DiseaseSignal
Infection & Immunity

The five-step checklist that cut central-line bloodstream infections

2026-07-18 · 2 sources · 2 citations · 293 words

Some of the biggest gains against deadly infections came not from a new antibiotic but from making clinicians reliably do five things already known to work.

What the study found

In a 2006 New England Journal of Medicine study, more than 100 intensive-care units in Michigan adopted a set of five evidence-based steps for inserting central venous catheters (central lines) — hand hygiene, full-barrier precautions, chlorhexidine skin antisepsis, avoiding the femoral insertion site when possible, and removing lines that are no longer needed — supported by a checklist and a unit safety program. Rates of catheter-related bloodstream infection fell substantially, and the reduction was sustained over the study period.

Why it matters

Central lines are lifelines in critical care, but they are also a direct route for bacteria into the bloodstream, and the resulting infections are dangerous and costly. The striking part of this result is that the individual steps were already known to work; the intervention was a system for making them happen every time.

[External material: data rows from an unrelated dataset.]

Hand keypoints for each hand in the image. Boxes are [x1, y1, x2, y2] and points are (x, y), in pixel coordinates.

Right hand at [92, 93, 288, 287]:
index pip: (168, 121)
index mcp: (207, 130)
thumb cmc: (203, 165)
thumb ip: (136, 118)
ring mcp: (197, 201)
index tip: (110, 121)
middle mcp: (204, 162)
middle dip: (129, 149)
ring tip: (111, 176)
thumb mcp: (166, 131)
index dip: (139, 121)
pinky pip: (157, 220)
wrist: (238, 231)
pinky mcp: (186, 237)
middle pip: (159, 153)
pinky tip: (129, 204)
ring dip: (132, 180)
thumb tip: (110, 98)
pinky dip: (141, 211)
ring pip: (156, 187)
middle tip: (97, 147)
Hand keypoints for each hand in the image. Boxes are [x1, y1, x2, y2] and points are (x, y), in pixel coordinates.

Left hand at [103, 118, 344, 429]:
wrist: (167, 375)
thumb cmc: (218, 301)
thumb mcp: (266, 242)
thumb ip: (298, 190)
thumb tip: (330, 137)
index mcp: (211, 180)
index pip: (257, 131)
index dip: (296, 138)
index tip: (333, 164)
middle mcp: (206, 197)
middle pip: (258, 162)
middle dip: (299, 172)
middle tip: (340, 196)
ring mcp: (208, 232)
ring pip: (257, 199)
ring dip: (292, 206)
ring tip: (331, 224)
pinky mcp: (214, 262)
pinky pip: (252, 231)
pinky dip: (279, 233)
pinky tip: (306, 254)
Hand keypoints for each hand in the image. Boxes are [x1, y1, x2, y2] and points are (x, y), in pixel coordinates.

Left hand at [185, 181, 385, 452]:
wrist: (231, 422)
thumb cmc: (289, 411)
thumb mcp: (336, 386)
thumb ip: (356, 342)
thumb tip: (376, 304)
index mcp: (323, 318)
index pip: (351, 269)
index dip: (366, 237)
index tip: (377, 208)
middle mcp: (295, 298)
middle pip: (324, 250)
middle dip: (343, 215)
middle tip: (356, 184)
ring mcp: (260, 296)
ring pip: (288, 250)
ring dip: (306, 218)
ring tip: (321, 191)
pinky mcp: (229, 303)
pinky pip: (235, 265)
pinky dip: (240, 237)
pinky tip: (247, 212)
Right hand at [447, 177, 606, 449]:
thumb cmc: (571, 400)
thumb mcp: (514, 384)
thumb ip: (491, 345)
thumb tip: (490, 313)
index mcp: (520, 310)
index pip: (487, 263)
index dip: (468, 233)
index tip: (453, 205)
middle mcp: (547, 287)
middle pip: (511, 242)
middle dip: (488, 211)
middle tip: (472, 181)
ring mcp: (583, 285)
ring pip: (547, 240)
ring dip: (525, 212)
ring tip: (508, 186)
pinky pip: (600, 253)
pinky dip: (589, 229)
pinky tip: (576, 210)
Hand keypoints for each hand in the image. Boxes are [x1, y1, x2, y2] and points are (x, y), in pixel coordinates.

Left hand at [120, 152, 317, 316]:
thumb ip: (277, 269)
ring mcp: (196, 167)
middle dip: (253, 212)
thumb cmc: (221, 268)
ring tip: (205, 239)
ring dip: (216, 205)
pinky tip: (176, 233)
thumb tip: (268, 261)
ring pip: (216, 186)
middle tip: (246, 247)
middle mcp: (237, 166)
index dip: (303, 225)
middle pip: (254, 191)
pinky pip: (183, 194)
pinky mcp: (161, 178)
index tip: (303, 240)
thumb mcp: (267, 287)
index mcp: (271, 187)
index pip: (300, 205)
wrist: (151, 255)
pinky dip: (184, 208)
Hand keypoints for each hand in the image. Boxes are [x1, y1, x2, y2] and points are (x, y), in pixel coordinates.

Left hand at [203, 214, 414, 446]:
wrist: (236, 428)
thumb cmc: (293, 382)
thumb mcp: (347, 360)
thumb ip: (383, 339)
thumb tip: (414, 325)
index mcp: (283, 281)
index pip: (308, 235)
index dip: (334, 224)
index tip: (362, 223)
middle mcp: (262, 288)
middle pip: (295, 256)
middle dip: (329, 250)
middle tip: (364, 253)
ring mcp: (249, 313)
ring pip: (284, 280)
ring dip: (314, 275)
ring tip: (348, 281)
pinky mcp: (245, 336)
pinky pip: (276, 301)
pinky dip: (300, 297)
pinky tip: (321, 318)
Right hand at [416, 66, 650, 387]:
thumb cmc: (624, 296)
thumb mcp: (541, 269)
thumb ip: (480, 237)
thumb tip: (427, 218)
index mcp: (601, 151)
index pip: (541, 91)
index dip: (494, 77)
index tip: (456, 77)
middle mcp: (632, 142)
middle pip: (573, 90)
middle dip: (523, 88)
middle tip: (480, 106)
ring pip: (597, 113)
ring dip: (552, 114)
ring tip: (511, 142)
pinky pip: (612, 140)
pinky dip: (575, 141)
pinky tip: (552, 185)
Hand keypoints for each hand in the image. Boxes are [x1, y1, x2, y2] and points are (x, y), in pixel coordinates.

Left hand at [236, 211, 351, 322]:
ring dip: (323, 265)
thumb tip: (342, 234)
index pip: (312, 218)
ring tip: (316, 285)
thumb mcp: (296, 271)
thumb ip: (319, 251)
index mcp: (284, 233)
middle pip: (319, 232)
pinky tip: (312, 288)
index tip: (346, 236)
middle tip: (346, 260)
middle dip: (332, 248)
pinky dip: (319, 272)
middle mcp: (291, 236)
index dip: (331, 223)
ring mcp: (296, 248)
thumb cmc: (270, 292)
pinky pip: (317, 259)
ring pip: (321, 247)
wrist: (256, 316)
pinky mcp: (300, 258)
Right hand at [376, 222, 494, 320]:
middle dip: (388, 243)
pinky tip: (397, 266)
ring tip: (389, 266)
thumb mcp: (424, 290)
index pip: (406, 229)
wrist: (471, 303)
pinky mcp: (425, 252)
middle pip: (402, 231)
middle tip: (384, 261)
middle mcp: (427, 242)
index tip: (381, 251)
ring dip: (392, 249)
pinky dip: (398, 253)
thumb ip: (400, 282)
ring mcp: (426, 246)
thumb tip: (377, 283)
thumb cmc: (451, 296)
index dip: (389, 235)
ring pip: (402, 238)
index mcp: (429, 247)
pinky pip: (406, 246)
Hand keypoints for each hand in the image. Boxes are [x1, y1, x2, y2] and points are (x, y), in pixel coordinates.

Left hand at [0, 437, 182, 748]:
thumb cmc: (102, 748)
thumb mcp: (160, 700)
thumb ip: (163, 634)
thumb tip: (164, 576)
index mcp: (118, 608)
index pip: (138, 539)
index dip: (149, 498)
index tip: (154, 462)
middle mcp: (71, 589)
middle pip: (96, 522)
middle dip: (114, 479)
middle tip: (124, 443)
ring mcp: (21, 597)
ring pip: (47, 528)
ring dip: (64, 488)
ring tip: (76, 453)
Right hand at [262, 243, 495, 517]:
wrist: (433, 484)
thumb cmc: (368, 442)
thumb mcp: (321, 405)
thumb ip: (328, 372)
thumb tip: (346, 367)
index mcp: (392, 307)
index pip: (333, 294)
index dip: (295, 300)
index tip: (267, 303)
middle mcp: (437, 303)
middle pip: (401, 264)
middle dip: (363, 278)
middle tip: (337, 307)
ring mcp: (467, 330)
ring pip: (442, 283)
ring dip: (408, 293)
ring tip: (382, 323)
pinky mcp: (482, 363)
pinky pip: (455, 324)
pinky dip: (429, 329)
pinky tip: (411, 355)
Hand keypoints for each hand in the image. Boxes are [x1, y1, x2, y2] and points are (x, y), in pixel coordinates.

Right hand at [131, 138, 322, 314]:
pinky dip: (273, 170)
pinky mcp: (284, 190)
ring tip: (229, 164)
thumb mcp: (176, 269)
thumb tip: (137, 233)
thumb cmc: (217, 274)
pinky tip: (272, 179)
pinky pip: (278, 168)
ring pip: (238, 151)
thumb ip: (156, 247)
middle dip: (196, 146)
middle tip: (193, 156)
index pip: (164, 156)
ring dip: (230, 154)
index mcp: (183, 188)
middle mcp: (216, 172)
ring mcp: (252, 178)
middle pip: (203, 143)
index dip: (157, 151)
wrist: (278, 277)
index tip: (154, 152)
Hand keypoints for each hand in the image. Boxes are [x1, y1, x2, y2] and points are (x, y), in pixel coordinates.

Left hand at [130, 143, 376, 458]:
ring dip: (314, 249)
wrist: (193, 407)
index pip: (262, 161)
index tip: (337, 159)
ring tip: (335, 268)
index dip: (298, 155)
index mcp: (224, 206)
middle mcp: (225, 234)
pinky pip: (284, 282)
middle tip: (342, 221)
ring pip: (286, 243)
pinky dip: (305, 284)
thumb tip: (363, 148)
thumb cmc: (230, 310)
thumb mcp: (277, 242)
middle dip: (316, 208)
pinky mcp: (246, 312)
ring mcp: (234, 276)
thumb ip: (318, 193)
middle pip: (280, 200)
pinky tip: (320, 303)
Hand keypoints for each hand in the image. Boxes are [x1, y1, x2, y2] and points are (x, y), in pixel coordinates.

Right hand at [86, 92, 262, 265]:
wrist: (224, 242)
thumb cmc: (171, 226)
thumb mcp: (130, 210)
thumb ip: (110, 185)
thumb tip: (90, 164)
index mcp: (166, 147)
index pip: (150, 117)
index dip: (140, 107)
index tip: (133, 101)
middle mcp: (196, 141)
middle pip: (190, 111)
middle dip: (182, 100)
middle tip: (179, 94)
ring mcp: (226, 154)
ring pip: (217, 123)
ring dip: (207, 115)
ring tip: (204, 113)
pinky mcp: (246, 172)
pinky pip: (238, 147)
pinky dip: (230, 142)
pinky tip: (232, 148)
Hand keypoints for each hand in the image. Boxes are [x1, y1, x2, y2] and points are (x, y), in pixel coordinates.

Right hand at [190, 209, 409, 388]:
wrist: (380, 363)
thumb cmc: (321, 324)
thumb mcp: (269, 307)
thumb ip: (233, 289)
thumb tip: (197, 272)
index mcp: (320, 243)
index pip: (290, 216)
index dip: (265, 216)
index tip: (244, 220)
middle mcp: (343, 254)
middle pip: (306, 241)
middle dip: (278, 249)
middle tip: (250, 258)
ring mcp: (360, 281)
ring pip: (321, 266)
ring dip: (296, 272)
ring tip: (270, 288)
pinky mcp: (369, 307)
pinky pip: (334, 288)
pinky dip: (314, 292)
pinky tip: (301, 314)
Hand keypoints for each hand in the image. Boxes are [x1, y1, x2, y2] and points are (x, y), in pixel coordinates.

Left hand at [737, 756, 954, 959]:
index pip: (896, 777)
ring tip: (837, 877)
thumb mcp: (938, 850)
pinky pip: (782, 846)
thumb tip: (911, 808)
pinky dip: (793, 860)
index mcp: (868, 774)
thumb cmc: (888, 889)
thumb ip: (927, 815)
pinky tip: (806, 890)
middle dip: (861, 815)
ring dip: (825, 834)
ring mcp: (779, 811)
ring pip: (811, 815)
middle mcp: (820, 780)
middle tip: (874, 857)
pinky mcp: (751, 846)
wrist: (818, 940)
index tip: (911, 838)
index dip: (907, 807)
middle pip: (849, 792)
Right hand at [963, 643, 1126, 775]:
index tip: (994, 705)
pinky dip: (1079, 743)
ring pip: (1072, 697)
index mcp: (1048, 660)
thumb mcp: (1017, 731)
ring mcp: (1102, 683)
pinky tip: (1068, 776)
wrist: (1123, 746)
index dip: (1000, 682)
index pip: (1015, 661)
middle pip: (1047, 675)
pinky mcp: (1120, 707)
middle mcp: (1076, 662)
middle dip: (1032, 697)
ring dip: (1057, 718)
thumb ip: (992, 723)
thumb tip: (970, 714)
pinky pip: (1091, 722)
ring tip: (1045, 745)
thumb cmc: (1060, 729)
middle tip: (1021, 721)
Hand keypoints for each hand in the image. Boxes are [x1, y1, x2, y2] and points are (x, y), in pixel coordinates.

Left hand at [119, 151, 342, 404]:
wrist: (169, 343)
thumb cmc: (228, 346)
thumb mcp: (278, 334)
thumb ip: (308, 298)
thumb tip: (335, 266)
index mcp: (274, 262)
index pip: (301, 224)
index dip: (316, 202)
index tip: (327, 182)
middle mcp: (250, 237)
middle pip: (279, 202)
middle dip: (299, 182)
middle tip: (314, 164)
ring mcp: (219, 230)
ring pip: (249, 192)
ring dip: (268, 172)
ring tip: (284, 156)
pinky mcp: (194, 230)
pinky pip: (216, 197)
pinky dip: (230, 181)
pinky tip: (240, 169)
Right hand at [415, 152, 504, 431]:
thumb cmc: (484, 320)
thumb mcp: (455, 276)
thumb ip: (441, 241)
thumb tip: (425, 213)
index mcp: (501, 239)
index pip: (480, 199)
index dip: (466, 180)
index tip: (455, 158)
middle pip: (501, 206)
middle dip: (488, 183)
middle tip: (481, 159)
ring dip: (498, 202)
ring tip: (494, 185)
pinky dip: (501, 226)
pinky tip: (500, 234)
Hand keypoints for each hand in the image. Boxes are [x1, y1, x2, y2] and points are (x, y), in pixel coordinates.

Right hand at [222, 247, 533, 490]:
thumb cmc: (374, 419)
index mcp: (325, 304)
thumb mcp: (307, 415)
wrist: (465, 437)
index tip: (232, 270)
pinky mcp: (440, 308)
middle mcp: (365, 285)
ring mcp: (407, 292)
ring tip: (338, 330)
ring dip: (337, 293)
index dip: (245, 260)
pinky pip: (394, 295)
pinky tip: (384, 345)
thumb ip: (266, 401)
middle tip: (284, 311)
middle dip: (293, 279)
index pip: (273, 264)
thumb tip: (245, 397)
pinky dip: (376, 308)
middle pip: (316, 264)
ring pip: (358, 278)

Analysis — the pattern we're watching

Read across the field, a pattern stands out (this is analysis, not a single claim): a large share of progress against healthcare-associated infection has come from reliability engineering — checklists, care bundles, and safety culture — rather than from new molecules. The same "make the known thing happen consistently" logic recurs in sepsis bundles and surgical safety checklists. An active, still-evolving direction is layering these process gains onto better diagnostics and materials, such as antimicrobial-coated catheters, though how much each added layer contributes on its own is still debated.

What's still uncertain

This was a large real-world program, not a blinded drug trial; results can vary with local practice, staffing, and how faithfully the steps are followed. Sustaining gains over years, and separating the effect of the checklist itself from the broader safety culture around it, remain active questions.